What this task involves -> Every record must appear in the answer exactly as it stands.

----------

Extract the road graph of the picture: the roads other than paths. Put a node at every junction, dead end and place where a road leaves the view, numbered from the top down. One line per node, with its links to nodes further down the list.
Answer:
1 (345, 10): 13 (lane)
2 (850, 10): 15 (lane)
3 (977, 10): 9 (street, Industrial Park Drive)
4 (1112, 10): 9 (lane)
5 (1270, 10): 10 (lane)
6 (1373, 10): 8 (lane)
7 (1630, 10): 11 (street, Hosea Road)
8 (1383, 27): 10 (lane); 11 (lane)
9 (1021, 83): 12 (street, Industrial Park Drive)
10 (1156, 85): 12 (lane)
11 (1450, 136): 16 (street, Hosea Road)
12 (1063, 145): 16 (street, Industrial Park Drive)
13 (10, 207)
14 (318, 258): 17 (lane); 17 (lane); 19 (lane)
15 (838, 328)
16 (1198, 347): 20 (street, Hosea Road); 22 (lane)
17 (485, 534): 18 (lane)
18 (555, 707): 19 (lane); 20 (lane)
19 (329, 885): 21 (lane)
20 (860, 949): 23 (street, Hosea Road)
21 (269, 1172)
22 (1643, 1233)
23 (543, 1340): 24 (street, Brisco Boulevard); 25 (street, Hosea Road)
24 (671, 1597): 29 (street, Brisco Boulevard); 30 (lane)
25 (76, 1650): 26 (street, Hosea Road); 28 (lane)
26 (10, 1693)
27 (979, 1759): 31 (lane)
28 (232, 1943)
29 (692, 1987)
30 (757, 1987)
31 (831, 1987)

----------

Your response ->
Extract the road graph of the picture: the roads other than paths. Put a node at every junction, dead end and place where a road leaves the view, numbered from the top down. One line per node, with its links to nodes further down the list.
Answer:
1 (345, 10): 13 (lane)
2 (850, 10): 15 (lane)
3 (977, 10): 9 (street, Industrial Park Drive)
4 (1112, 10): 9 (lane)
5 (1270, 10): 10 (lane)
6 (1373, 10): 8 (lane)
7 (1630, 10): 11 (street, Hosea Road)
8 (1383, 27): 10 (lane); 11 (lane)
9 (1021, 83): 12 (street, Industrial Park Drive)
10 (1156, 85): 12 (lane)
11 (1450, 136): 16 (street, Hosea Road)
12 (1063, 145): 16 (street, Industrial Park Drive)
13 (10, 207)
14 (318, 258): 17 (lane); 17 (lane); 19 (lane)
15 (838, 328)
16 (1198, 347): 20 (street, Hosea Road); 22 (lane)
17 (485, 534): 18 (lane)
18 (555, 707): 19 (lane); 20 (lane)
19 (329, 885): 21 (lane)
20 (860, 949): 23 (street, Hosea Road)
21 (269, 1172)
22 (1643, 1233)
23 (543, 1340): 24 (street, Brisco Boulevard); 25 (street, Hosea Road)
24 (671, 1597): 29 (street, Brisco Boulevard); 30 (lane)
25 (76, 1650): 26 (street, Hosea Road); 28 (lane)
26 (10, 1693)
27 (979, 1759): 31 (lane)
28 (232, 1943)
29 (692, 1987)
30 (757, 1987)
31 (831, 1987)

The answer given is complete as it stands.